▶ [What is being asked] Below are entries. Pull out all lines containing "Huáscar".

--- START ---

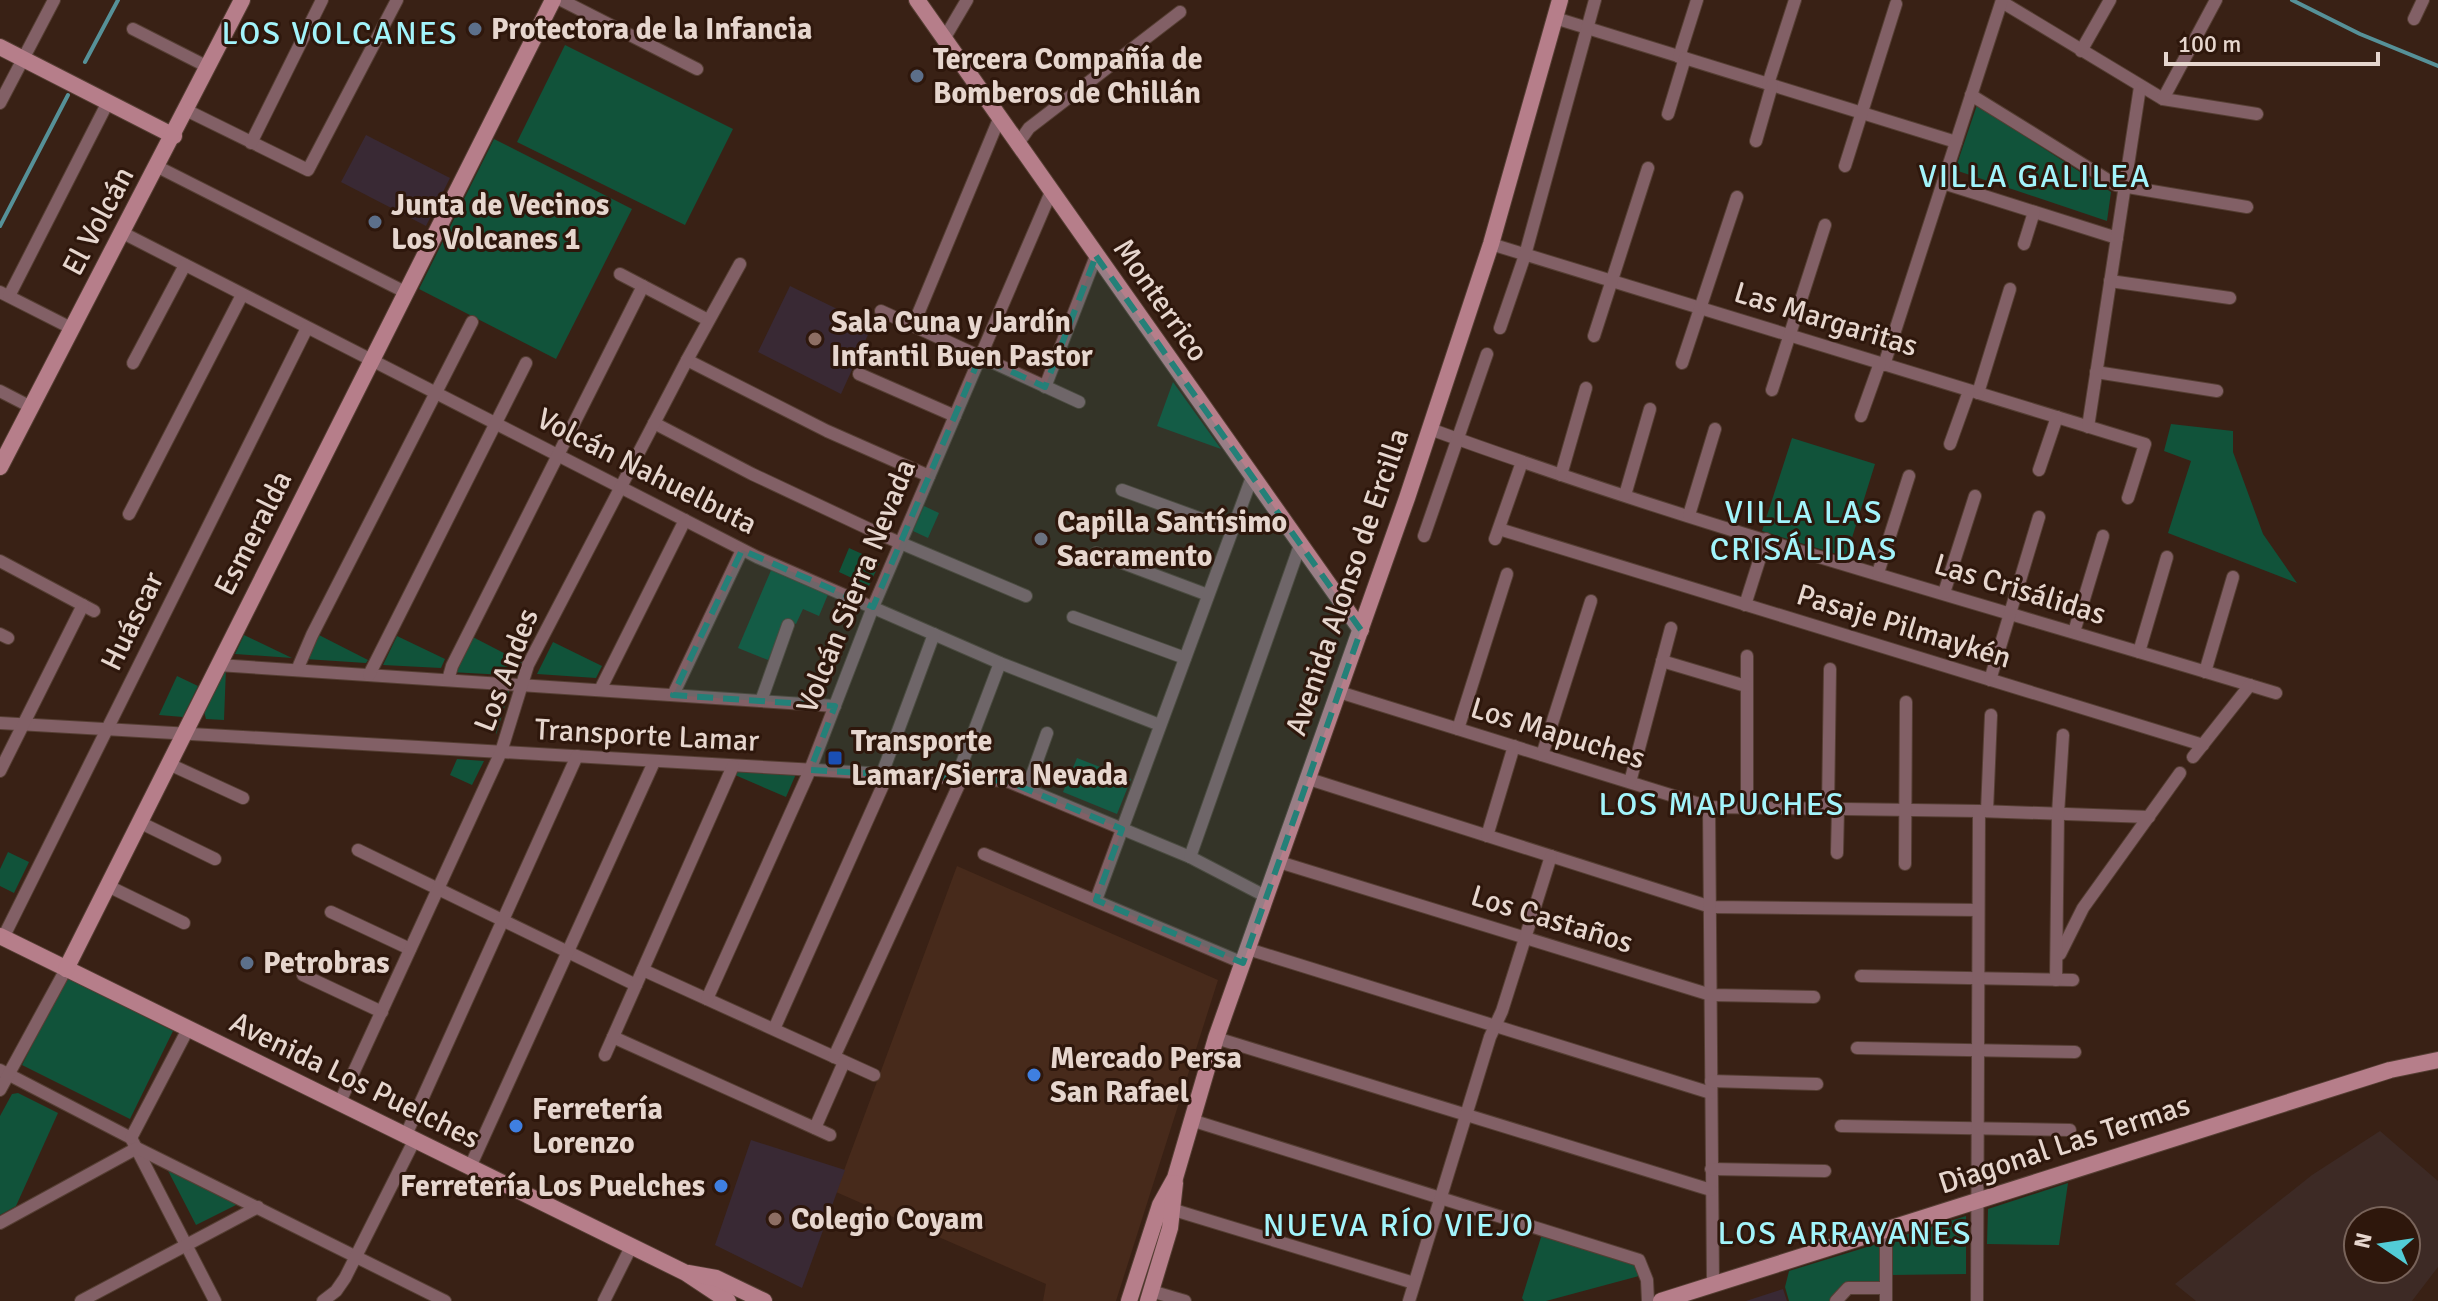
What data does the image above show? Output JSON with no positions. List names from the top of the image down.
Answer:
{
  "streets": {
    "main road": [
      "El Volcán",
      "Monterrico",
      "Esmeralda",
      "Avenida Alonso de Ercilla",
      "Avenida Los Puelches",
      "Diagonal Las Termas"
    ],
    "street": [
      "Las Margaritas",
      "Volcán Nahuelbuta",
      "Volcán Sierra Nevada",
      "Las Crisálidas",
      "Huáscar",
      "Pasaje Pilmaykén",
      "Los Andes",
      "Los Mapuches",
      "Transporte Lamar",
      "Los Castaños"
    ]
  },
  "crossings": [
    ["El Volcán", "Volcán Nahuelbuta"],
    ["Monterrico", "Avenida Alonso de Ercilla"],
    ["Monterrico", "Volcán Sierra Nevada"],
    ["Las Margaritas", "Avenida Alonso de Ercilla"],
    ["Volcán Nahuelbuta", "Esmeralda"],
    ["Volcán Nahuelbuta", "Volcán Sierra Nevada"],
    ["Volcán Nahuelbuta", "Huáscar"],
    ["Volcán Nahuelbuta", "Los Andes"],
    ["Esmeralda", "Transporte Lamar"],
    ["Esmeralda", "Avenida Los Puelches"],
    ["Avenida Alonso de Ercilla", "Las Crisálidas"],
    ["Avenida Alonso de Ercilla", "Los Mapuches"],
    ["Avenida Alonso de Ercilla", "Transporte Lamar"],
    ["Avenida Alonso de Ercilla", "Los Castaños"],
    ["Volcán Sierra Nevada", "Transporte Lamar"],
    ["Las Crisálidas", "Pasaje Pilmaykén"],
    ["Huáscar", "Transporte Lamar"],
    ["Huáscar", "Avenida Los Puelches"],
    ["Los Andes", "Transporte Lamar"],
    ["Los Andes", "Avenida Los Puelches"]
  ],
  "districts": [
    "LOS VOLCANES",
    "VILLA GALILEA",
    "VILLA LAS CRISÁLIDAS",
    "LOS MAPUCHES",
    "NUEVA RÍO VIEJO",
    "LOS ARRAYANES"
  ],
  "places": {
    "other": [
      "Protectora de la Infancia",
      "Tercera Compañía de Bomberos de Chillán",
      "Junta de Vecinos Los Volcanes 1",
      "Sala Cuna y Jardín Infantil Buen Pastor",
      "Capilla Santísimo Sacramento",
      "Petrobras",
      "Mercado Persa San Rafael",
      "Ferretería Lorenzo",
      "Ferretería Los Puelches",
      "Colegio Coyam"
    ],
    "transit": ["Transporte Lamar/Sierra Nevada"]
  },
  "scale_bar": "100 m",
  "north": "left"
}
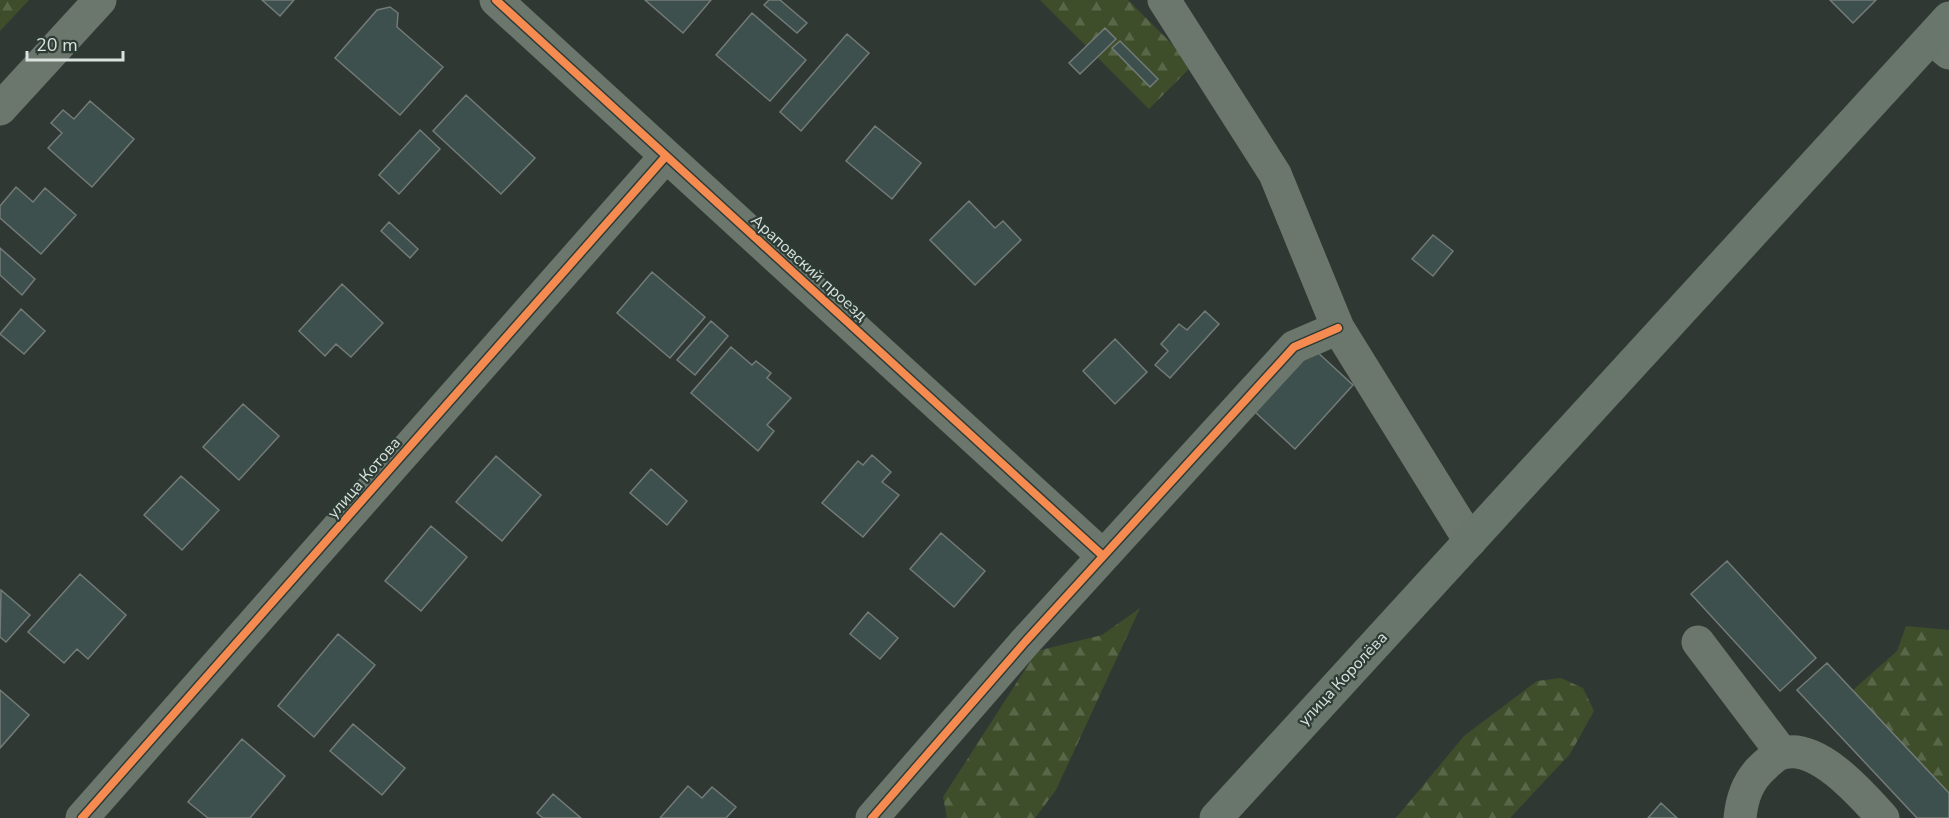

--- END ---

▶ [Completed exercise]
      "Huáscar",
    ["Volcán Nahuelbuta", "Huáscar"],
    ["Huáscar", "Transporte Lamar"],
    ["Huáscar", "Avenida Los Puelches"],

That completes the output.